Therapeutic blocks: The use of therapeutic blockades has a long tradition and literature. At first, it seems strange to expect a therapeutic effect from local anesthetic injection, as its effect on nerve transmission is short-lived. Still, various publications report effects that extend beyond the duration of nerve transmission blockade, such as greater occipital nerve (GON) blockade for the treatment of headache, one of the best-studied therapeutic blockades, as well as sphenoparietal ganglion blockade in chronic migraine.

 Usually these blockades are carried out with a combination of local anesthetic, steroid agents and other drugs, which in themselves have beneficial effects such as for example corticosteroids which provide analgesia in neuralgia through their anti-inflammatory action but also through the stabilization of nerve membranes’ action potential and the reduction of their ectopic depolarizations. 

At least three phenomena concerning the response to nerve blocks are described in the literature. 1) Analgesia may last much longer than the duration of the nerve block. 2) Blockade distal to the area of the lesion responsible for the pain may stop or reduce the pain and 3) Blockade of a nerve innervating a large part but not the entire area of pain, it can provide analgesia to the entire area. These phenomena have strengthened the therapeutic potential of nerve blocks in the treatment of chronic painful conditions. 
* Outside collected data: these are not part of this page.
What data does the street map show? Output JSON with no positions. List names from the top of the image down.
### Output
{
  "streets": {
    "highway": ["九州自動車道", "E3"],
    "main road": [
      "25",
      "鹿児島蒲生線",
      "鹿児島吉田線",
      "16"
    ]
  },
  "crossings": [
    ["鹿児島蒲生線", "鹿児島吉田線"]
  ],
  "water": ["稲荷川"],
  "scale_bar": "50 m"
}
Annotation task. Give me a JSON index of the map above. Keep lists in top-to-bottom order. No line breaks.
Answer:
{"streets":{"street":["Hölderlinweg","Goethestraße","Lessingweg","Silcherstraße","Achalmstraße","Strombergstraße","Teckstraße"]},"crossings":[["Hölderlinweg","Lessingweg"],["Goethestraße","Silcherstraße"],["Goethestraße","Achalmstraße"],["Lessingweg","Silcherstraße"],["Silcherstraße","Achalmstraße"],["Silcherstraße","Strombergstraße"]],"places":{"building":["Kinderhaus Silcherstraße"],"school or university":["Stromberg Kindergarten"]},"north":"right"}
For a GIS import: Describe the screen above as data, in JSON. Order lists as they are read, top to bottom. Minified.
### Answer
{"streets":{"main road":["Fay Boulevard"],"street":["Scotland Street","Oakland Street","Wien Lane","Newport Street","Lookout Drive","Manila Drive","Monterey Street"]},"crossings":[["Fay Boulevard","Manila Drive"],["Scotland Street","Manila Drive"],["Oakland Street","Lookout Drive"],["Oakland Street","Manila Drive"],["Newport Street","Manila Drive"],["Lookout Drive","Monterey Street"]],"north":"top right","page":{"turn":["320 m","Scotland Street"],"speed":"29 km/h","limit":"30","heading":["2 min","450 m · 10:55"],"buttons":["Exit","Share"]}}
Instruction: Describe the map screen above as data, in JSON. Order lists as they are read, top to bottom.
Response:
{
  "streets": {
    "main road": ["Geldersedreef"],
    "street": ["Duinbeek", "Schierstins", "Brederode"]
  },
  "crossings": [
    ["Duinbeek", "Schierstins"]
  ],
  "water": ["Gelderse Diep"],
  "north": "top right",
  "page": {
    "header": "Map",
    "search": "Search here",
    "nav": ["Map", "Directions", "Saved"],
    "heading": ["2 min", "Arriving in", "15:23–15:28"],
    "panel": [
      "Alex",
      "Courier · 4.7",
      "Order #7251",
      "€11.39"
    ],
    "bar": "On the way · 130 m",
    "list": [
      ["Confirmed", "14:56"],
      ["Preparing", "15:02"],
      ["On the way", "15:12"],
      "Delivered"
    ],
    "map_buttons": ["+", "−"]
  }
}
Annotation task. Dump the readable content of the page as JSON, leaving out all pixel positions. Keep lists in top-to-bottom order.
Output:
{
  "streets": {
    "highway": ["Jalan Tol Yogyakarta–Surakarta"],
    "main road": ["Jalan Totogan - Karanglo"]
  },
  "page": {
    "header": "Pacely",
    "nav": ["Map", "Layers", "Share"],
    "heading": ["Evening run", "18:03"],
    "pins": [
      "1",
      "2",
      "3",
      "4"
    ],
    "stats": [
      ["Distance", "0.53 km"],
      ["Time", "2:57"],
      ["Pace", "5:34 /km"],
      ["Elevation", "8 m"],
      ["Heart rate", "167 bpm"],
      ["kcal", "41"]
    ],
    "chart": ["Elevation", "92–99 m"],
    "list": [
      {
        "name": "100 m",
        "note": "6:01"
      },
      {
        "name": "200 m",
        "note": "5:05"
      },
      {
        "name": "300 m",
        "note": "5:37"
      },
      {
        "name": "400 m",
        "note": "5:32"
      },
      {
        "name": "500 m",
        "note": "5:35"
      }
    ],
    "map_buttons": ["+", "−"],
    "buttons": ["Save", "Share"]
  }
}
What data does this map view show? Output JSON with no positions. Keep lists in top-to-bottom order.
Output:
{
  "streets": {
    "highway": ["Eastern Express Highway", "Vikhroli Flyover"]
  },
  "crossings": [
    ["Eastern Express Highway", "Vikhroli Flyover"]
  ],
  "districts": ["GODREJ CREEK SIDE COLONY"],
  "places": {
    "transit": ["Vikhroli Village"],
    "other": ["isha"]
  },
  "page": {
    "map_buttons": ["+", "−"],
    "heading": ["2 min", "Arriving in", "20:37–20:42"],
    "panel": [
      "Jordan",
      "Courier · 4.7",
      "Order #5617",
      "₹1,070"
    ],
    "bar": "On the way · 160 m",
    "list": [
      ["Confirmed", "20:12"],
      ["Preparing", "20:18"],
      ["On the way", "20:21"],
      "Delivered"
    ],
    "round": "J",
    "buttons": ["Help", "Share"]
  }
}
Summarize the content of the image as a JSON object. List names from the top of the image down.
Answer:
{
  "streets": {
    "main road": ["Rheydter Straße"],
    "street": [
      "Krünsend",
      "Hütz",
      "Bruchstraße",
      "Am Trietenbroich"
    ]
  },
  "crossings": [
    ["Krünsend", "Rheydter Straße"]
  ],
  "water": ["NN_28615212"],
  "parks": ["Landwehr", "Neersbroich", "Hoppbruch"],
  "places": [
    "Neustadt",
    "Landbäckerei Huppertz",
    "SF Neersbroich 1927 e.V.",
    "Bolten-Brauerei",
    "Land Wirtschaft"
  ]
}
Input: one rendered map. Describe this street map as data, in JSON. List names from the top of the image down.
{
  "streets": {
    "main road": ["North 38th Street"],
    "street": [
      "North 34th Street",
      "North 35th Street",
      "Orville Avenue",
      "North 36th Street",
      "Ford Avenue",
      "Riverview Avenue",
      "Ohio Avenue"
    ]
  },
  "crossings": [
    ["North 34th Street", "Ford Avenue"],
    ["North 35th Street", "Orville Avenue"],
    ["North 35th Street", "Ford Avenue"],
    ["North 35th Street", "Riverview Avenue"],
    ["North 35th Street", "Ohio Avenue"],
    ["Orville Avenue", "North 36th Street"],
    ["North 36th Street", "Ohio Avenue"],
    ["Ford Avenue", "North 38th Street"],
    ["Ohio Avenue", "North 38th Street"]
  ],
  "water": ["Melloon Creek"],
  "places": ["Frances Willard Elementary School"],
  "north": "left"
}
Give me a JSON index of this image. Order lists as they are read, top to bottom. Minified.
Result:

One of the proposed mechanisms for the prolonged duration of the effect is the facilitation of functional and psychological rehabilitation of patients through the temporary reduction of pain from nerve blocks. Patients who achieve analgesia may be able to increase their activity and improve their mood, resulting in a long-lasting effect on pain intensity. Besides, it is suggested that one of the mechanisms of pain chronicity is the hyperactivity of peripheral neurons which is limited by nerve blocks. 

The literature over the past five years has focused primarily on performing ultrasound-guided nerve blocks, with few case reports on therapeutic usage of nerve blocks in chronic pain conditions, and those for newer blocks such as fascial plane blocks. Publications report positive results, with their usage in cases of neuralgia being an alternative solution in over half of patients. In modern clinical practice indeed, even empirically and despite the absence of Evidence Based evidence, this happens. A critical element is the pre-existing time of neuralgia. 

A large retrospective study by Gergen, Fritzsche, Denke, Schafer and Tafelski published in July 2020 evaluated the results of a series of ganglionic and peripheral nerve blocks as a treatment option in patients with chronic intractable neuropathic pain, with the aim of evaluating their effectiveness. 4960 patients attending a university hospital pain clinic between 2009 and 2016 were evaluated. Age, months of pain before the first infusion, and improvement in pain after the first two injections were identified as predictors of clinical response in the block series. The results of the study showed an overall improvement during the first 6 injections. The researchers acknowledged several limitations of the study but concluded that their retrospective study demonstrated a beneficial effect of blocks as a treatment for intractable pain syndromes, with the treatment effects being significant and of clinical relevance, as treatment options in these patients are limited.

 Several publications over the past twenty years, involving case reports and patient series (16 publications involving 79 patients) have reported the successful use of peripheral nerve blocks in selected patients with cancer pain. The most commonly used blocks were paraspinal blocks, brachial plexus blocks, and intercostal nerve blocks. Sympathetic blocks such as block of splachnic nerves, celiac plexus, hypogastric plexus are prooved in studies a useful and effective intervention in cancer pain. The reduction in pain and the amount of opioid drugs in cases of intractable cancer pain demonstrate them as a convenient solution that is underutilized, probably due to the small percentage, only 3-4%, of cancer patients whose pain is treated by a pain specialist, who should also be trained in interventional techniques. Besides, 80% of cancer patients experience pain, 50% of which is not effectively controlled by pharmacotherapy, while 25% of these patients die with pain.